Los controles son siempre lo mas complicado de la gestión. Crear un punto de equilibrio o de juegos de poderes y contrapoderes que garantice la equidad, sin ahogar el libre funcionamiento de una organización es muy difícil. Recuerdo el día en que despedí a  uno de los policías que guardaba la fábrica por colocarse esnifando disolvente. La pregunta a la que dediqué varios días de reflexión era tan sencilla como angustiante. Llegados a cierto punto ¿Quién controla al policía?. Alemany tiene razón cuando comenta que una de las claves de la corrupción es la de la financiación de los partidos políticos. En una sociedad donde los gastos publicitarios y las campañas electorales crecen al ritmo de la imaginación de cada responsable es muy difícil creer que los partidos se financian de las cuotas de sus afiliados o del escaso dinero que reciben de la administración pública por papeleta y escaño.

 La transparencia es lo único que  para la podredumbre y para eso debemos empezar por legislar sin dejar huecos a la creatividad. Pero ¿Cómo podemos conseguir frenar este tipo de corruptelas?. La única manera que se me ocurre es suprimir las donaciones privadas o reducirlas a lo simbólico, limitar los préstamos bancarios a partidos y aumentar en una medida lógica el presupuesto estatal que se destina a su financiación. El ciudadano debe entender que estamos en el siglo XXI y que las cosas cuestan dinero, pero también podrá visualizar lo que nos cuesta de verdad el sistema. ¿Quién sabe?, puede que a partir de ese momento las buenas gestiones internas empiecen a ser argumentos electorales mas contundentes que las sonrisas.

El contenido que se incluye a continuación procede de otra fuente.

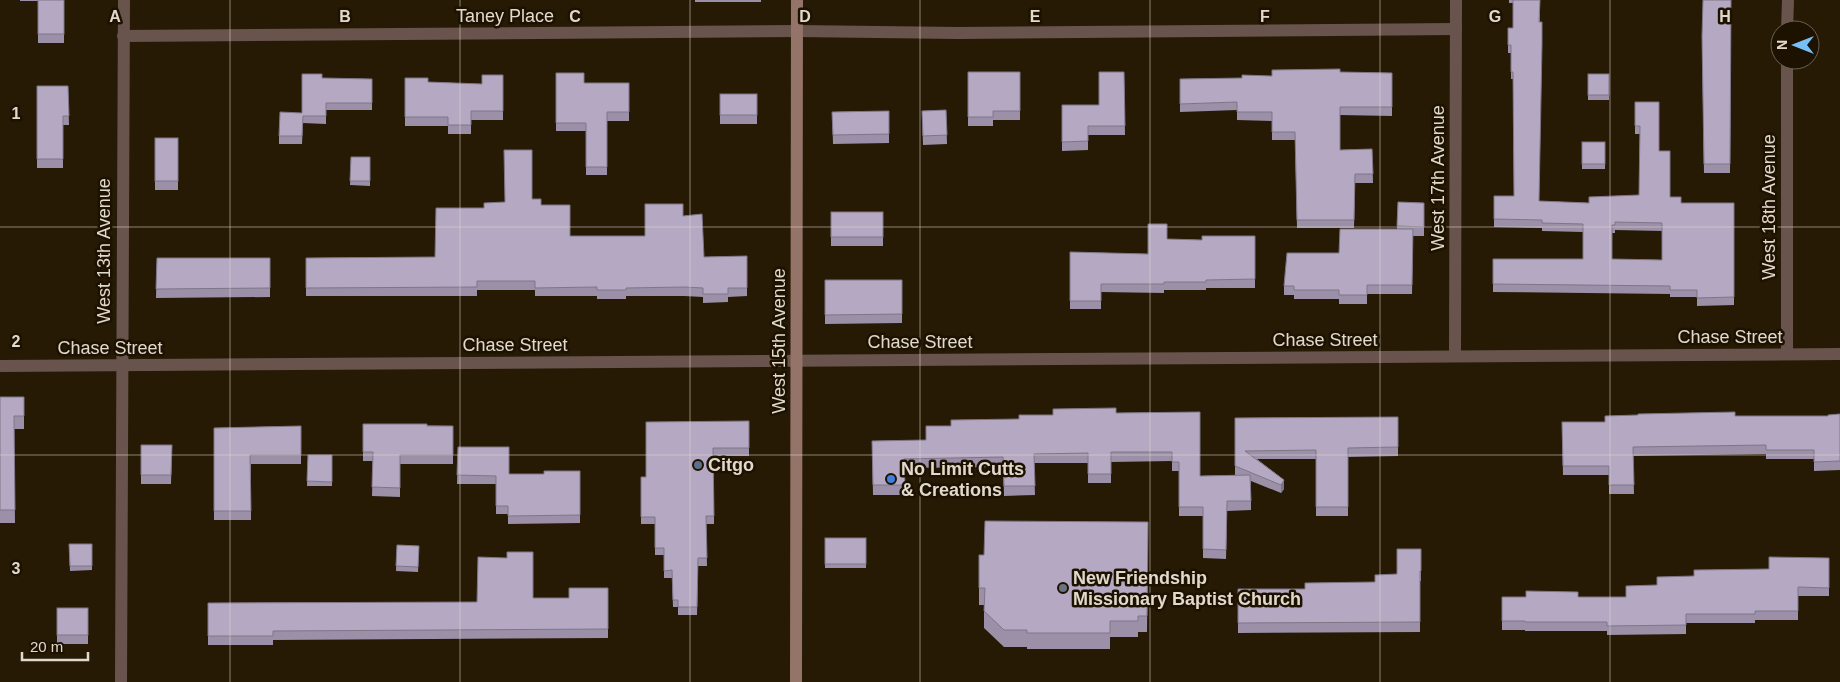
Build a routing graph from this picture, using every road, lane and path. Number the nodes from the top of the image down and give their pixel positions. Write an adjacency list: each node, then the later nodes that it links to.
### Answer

 El segundo foco de corrupción siguen siendo los ayuntamientos. En la España del ladrillo, innumerables municipios han vivido de hacer la vista gorda con recalificaciones, proyectos de dudosa legalidad y trapicheos varios. Huelga decir que como todo grupo de focos, los de corrupción siempre están interconectados. El problema es que tras el bluff urbanístico la cruda realidad nos cuenta, bien que los ayuntamientos han gastado demasiado, bien  que su presupuesto regular no es operativo. Sea como fuere urge articular mecanismos que doten a los municipios de la financiación adecuada, pero a cambio debemos exigir claridad en la procedencia de cada asiento contable y una adecuada gestión de su presupuesto. La palabra mágica vuelve a ser transparencia.

 ¿Qué de donde saldría el dinero necesario para este cambio?. El primer punto, el de la financiación de los partidos iría con cargo al ciudadano, y el segundo en forma de tasas a pagar por los implicados ( Promotoras, constructoras, etc..) y revisadas por un organismo independiente, porque no suele ser bueno que el responsable de una decisión sea el beneficiario. Si hace falta mas dinero los paganos debemos ser nosotros, que somos los consumidores de la democracia; claro que como paganos, después tenemos derecho a elegir y a juzgar.

 ¿Terminaría todo esto con la corrupción?. Evidentemente no, pero si articulamos una expresión penal que la desincentive, admitimos una corresponsablidad en el partido de procedencia del corrupto que vaya más allá de lo electoral, exigimos por ley transparencia en cada Euro que ingresa o sale de un partido político y lo regamos con buenos cuerpos de auditores y jueces vitalicios especializados en el tema e independientes a nivel político, puede que se corte bastante el flujo; porque hay algo claro,  pensar que todas estas actitudes son individuales es seguir mirando para otro lado…..hecho esto, solo nos queda responder a la primera cuestión, esa que dice aquello de ¿Quién controlaría a ese grupo de policías?. Aún así creo que el viaje no solo merece la pena, sino que es necesario.